We were disappointed to see eight Premier League clubs sign individual sponsorship deals with Monster Energy – a high-sugar, high-caffeine soft drink. Energy drinks can have a negative impact on physical and mental health and we believe they should not be promoted alongside sport to children and young people.
Healthy Stadia also received a small grant from LCVS to test out the EuroFIT model at grassroots level. The intention is to work in partnership with the Liverpool County FA to recruit and deliver the programme to inactive, overweight male football fans.
Earlier this year Merseyside Police secured £3.37m of government funding to establish a Violence Reduction Unit (VRU) to tackle rising levels of violent crime across the Merseyside region. Healthy Stadia has been supporting the VRU in the roll out of this new ‘upstream’ approach to tackling violent crime, commissioning grassroots physical activity and sports organisations to deliver diversionary activities.
In the summer of 2020, a new 100-ball cricket tournament – The Hundred – will be launched in England and Wales featuring eight entirely new teams. To coincide with the drafting of players, the teams have jointly launched their kits for next year – all featuring a high fat, sugar and/or salt snack brand.
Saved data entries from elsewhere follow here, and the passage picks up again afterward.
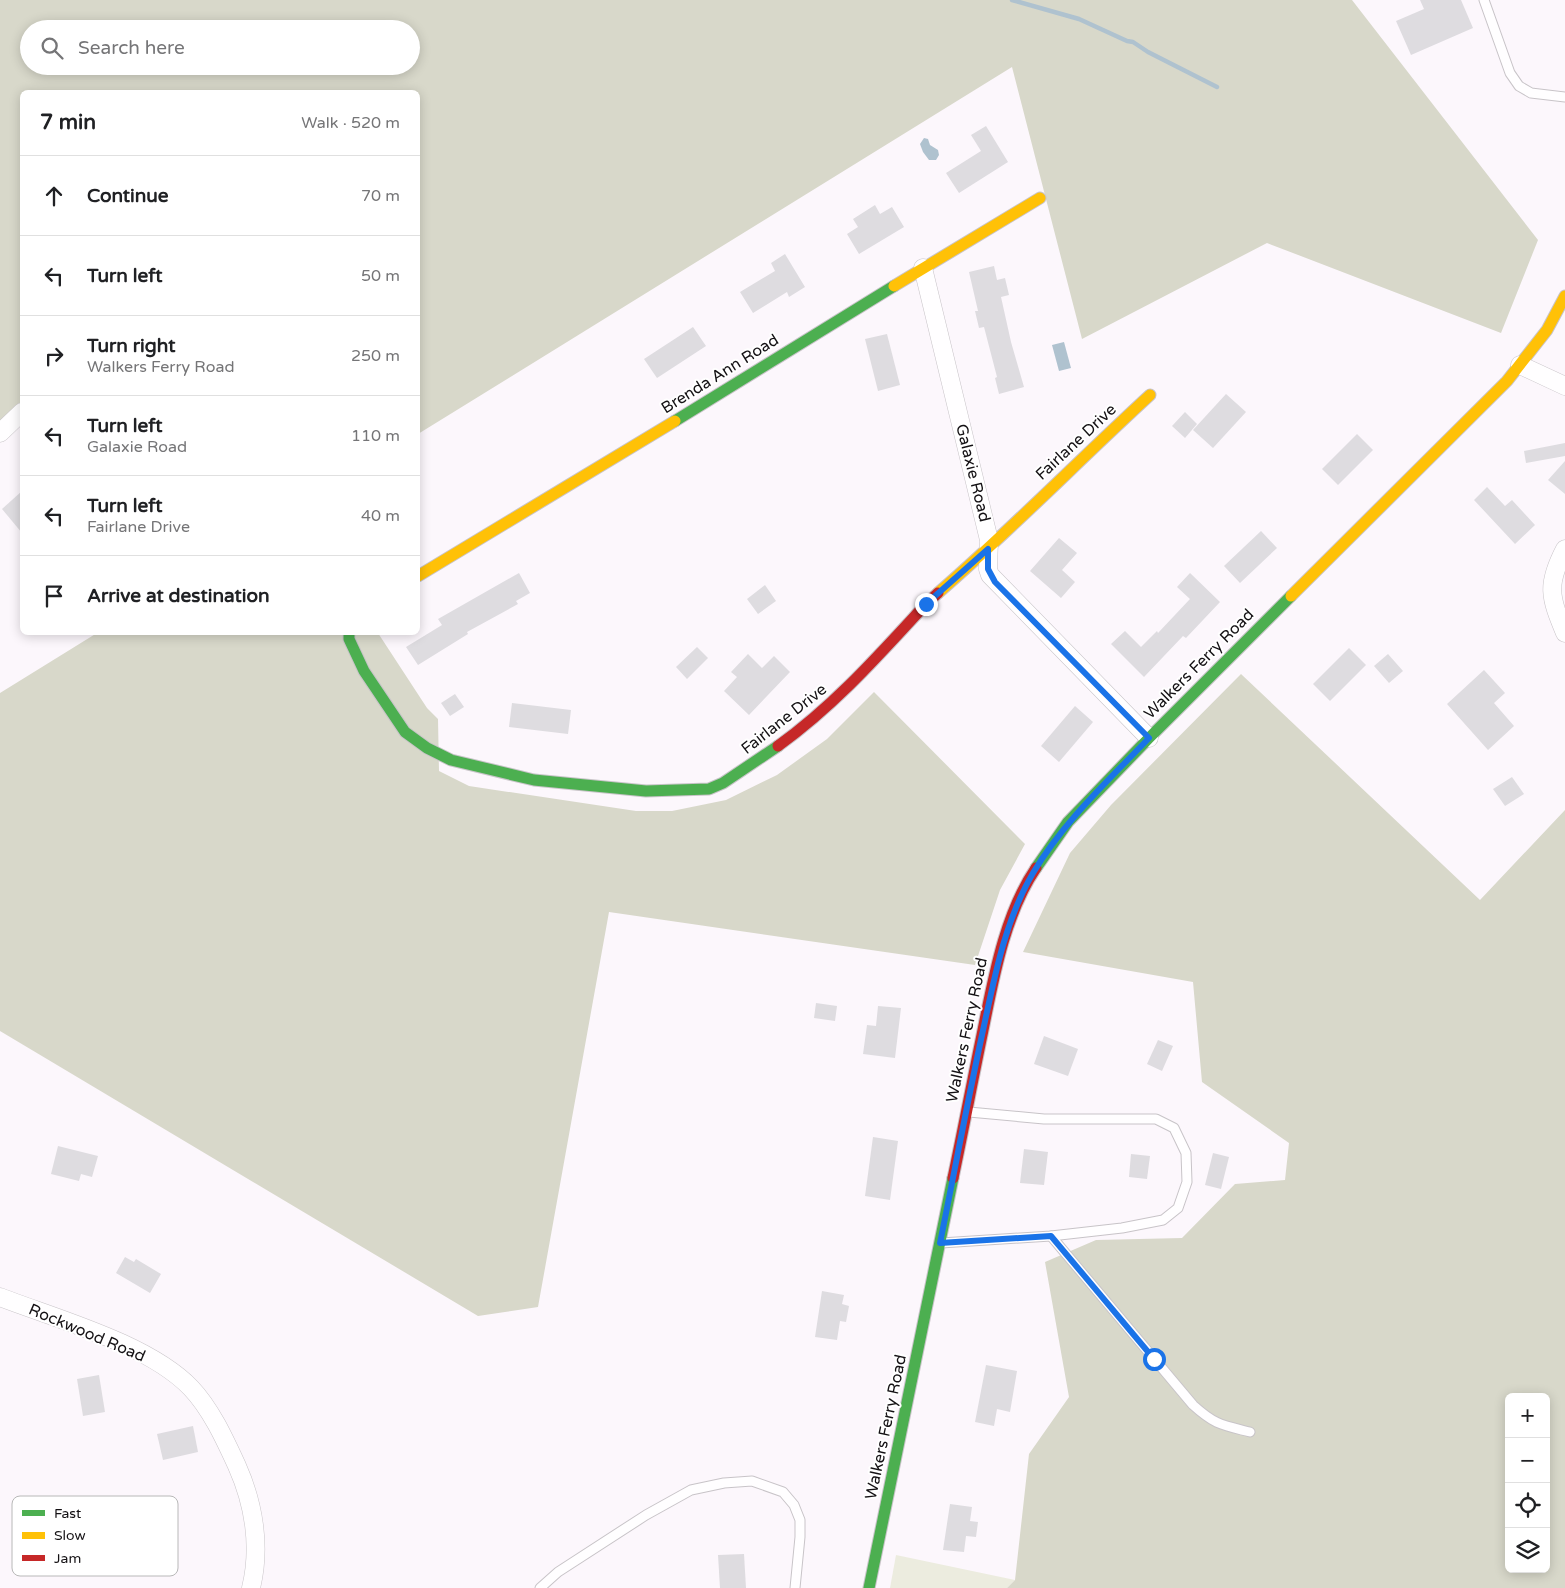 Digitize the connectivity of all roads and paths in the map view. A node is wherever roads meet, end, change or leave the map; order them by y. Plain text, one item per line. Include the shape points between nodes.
1 (1484, 0) edge
2 (1565, 97) edge
3 (1040, 198) dead end
4 (923, 268) junction
5 (1565, 296) edge
6 (1520, 365) junction
7 (1565, 386) edge
8 (1150, 395) dead end
9 (20, 414) edge
10 (0, 433) edge
11 (988, 549) junction
12 (1565, 549) edge
13 (420, 575) edge
14 (1565, 633) edge
15 (349, 635) edge
16 (1149, 738) junction
17 (966, 1112) junction
18 (1051, 1236) junction
19 (940, 1243) junction
20 (0, 1297) edge
21 (1250, 1432) dead end
22 (251, 1588) edge
23 (540, 1588) edge
24 (795, 1588) edge
25 (870, 1588) edge

1 - 2 lane via 1510,73 1519,86 1531,93
3 - 4 street, Brenda Ann Road
4 - 11 street, Galaxie Road via 989,540
4 - 13 street, Brenda Ann Road
5 - 6 street, Walkers Ferry Road via 1550,326
6 - 7 street
6 - 16 street, Walkers Ferry Road
8 - 11 street, Fairlane Drive
9 - 10 street
11 - 15 street, Fairlane Drive via 926,604 847,689 803,728 747,768 709,789 646,791 534,780 451,760 426,748 405,732 364,671
11 - 16 street, Galaxie Road via 988,569 995,582
12 - 14 street via 1556,566 1551,591
16 - 17 street, Walkers Ferry Road via 1068,822 1033,873 1018,903 992,987
17 - 18 lane via 1044,1119 1156,1119 1174,1128 1186,1153 1187,1182 1178,1208 1163,1220
17 - 19 street, Walkers Ferry Road
18 - 19 lane
18 - 21 lane via 1193,1405 1217,1424
19 - 25 street, Walkers Ferry Road
20 - 22 street, Rockwood Road via 128,1347 179,1377 191,1388 225,1440 250,1502 256,1548
23 - 24 lane via 558,1572 646,1515 692,1490 724,1483 752,1482 782,1492 794,1505 800,1520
In response to the growing number of HFSS brands and products sponsoring sport, Healthy Stadia submitted written evidence to the Health and Social Care Select Committee’s Childhood Obesity follow-up inquiry.
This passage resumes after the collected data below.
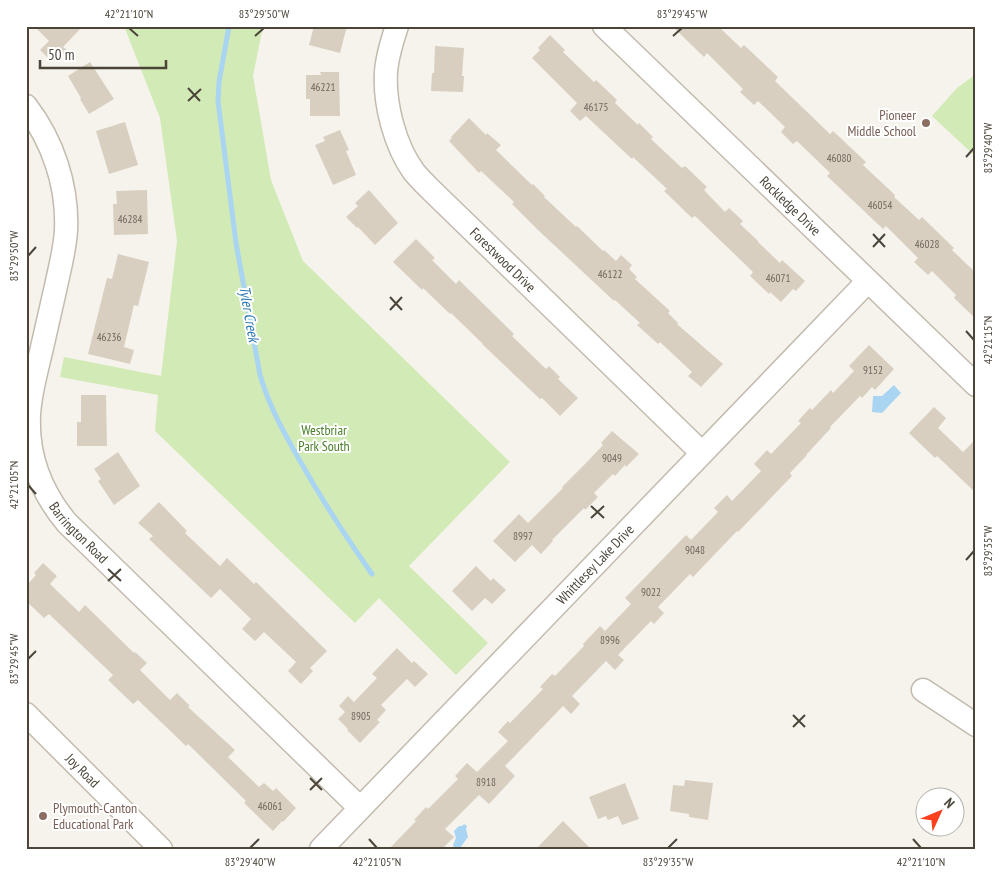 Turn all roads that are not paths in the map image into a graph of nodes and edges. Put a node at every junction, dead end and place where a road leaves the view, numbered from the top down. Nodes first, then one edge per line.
1 (397, 26) edge
2 (604, 26) edge
3 (26, 106) edge
4 (868, 281) junction
5 (976, 385) edge
6 (28, 405) edge
7 (702, 453) junction
8 (923, 690) dead end
9 (26, 714) edge
10 (976, 725) edge
11 (360, 808) junction
12 (161, 849) edge
13 (321, 849) edge

1 - 7 street, Forestwood Drive
2 - 4 street, Rockledge Drive
3 - 6 street, Barrington Road
4 - 5 street, Rockledge Drive
4 - 7 street, Whittlesey Lake Drive
6 - 11 street, Barrington Road
7 - 11 street, Whittlesey Lake Drive
8 - 10 street
9 - 12 street, Joy Road
11 - 13 street, Whittlesey Lake Drive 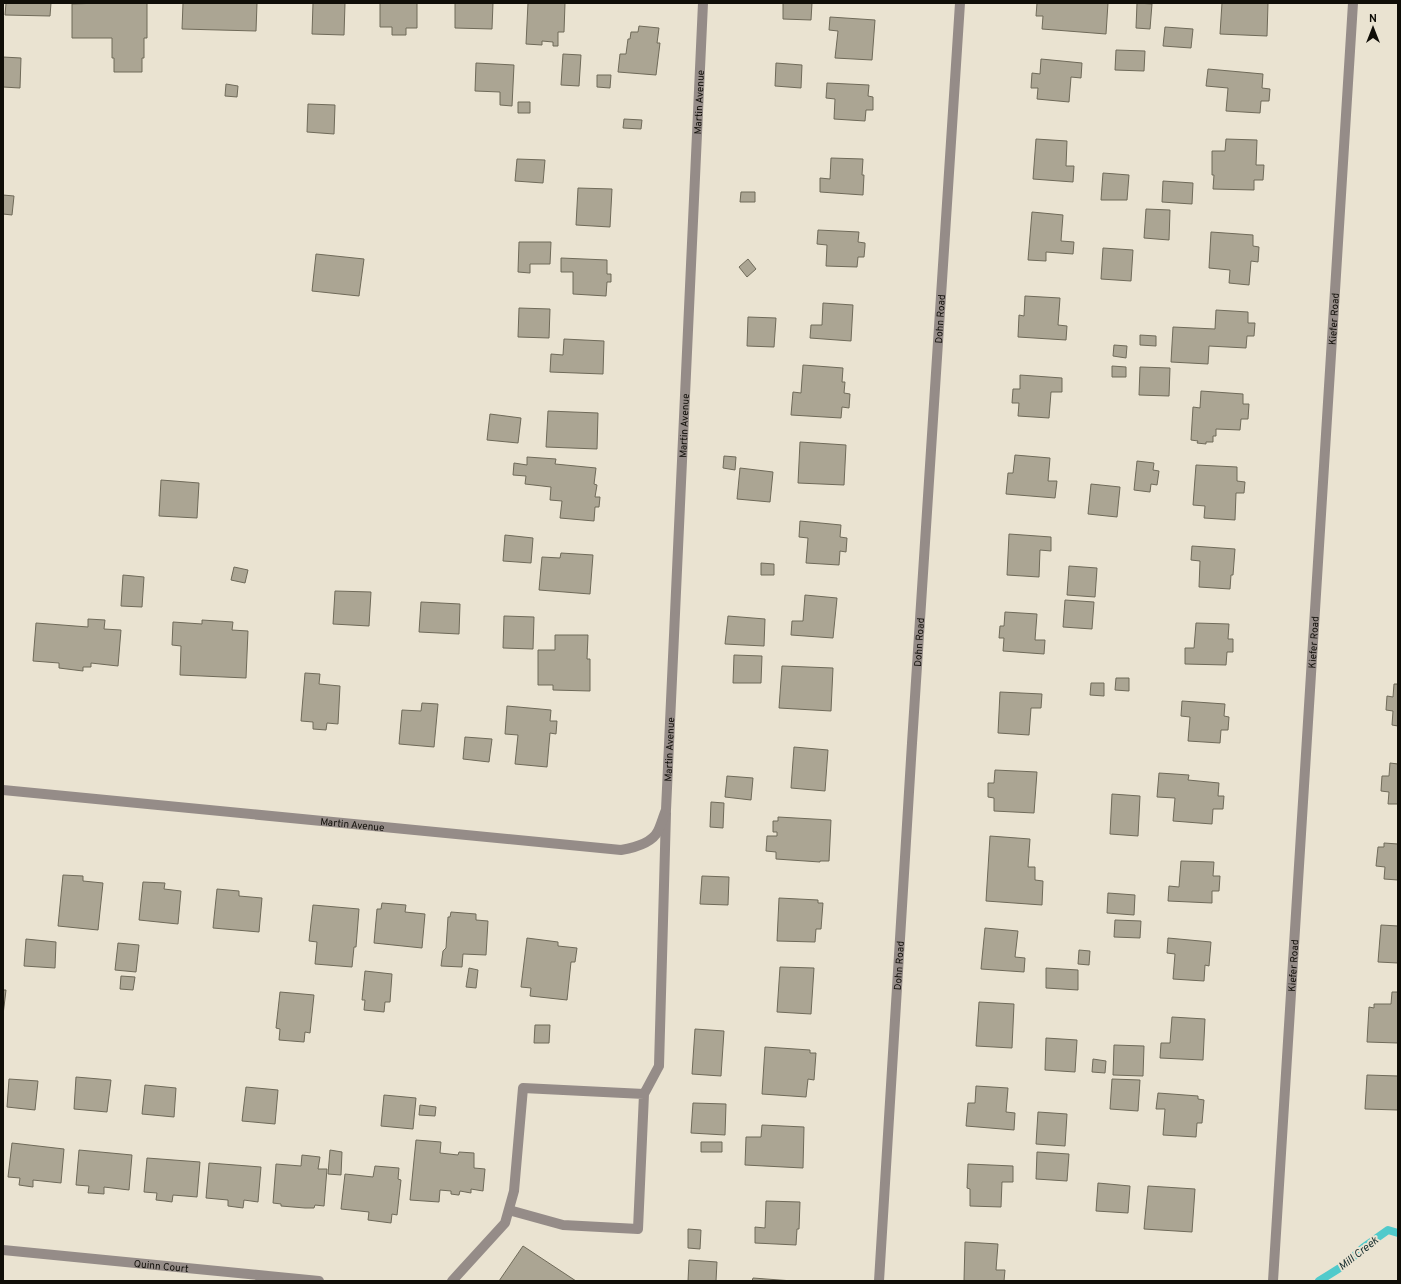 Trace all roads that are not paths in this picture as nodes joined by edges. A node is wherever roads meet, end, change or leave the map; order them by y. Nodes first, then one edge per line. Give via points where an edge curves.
1 (703, 3) edge
2 (960, 3) edge
3 (1353, 3) edge
4 (3, 790) edge
5 (666, 810) junction
6 (644, 1094) junction
7 (509, 1210) junction
8 (3, 1250) edge
9 (319, 1281) edge
10 (452, 1281) edge
11 (879, 1281) edge
12 (1273, 1281) edge

1 - 5 street, Martin Avenue
2 - 11 street, Dohn Road
3 - 12 street, Kiefer Road
4 - 5 street, Martin Avenue via 621,850 648,841 657,833
5 - 6 street via 659,1066
6 - 7 street via 522,1088 514,1192
6 - 7 street via 638,1229 563,1224
7 - 10 street via 505,1223
8 - 9 street, Quinn Court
We received confirmation in early October that our book chapter detailing the No Tobacco policy that operated at UEFA EURO 2016 would be available from December. The chapter builds upon a growing body of work eradicating smoking from European sports stadia to protect fans from second-hand smoke. The measure in France in 2016 was particularly impressive as the policy had no support from national legislation.
Our Director of Research published a league table in October detailing the number of sponsorship arrangements between Premier League clubs and brands promoting unhealthy products and services, including alcohol, gambling and energy drink companies. You can see the results here.
With an initial submission of 42 applications from across the Merseyside sports sector, Healthy Stadia has commissioned 15 new projects that are engaging young people under the age of 25 years old that are using both targeted (e.g. female only) and universal approaches to help reduce violent crime in the region.
We also met with UEFA in Nyon, Switzerland to receive an update from various UEFA departments toward the delivery of the Respect Your Health programme that will run at UEFA EURO 2020. All host stadia will be tobacco-free with selected stadia with suitable infrastructure operating designated smoking areas. The UEFA tournament app will facilitate walking and cycling to each host stadia on a matchday and we are very pleased to see UEFA committed to providing healthier catering options, including menu items for vegetarian and vegan diets. We are however, disappointed by the announcement of Takeaway.com as a sponsor for the tournament. We will be working closely with UEFA to ensure that opportunities to promote healthy food and drink are maximised.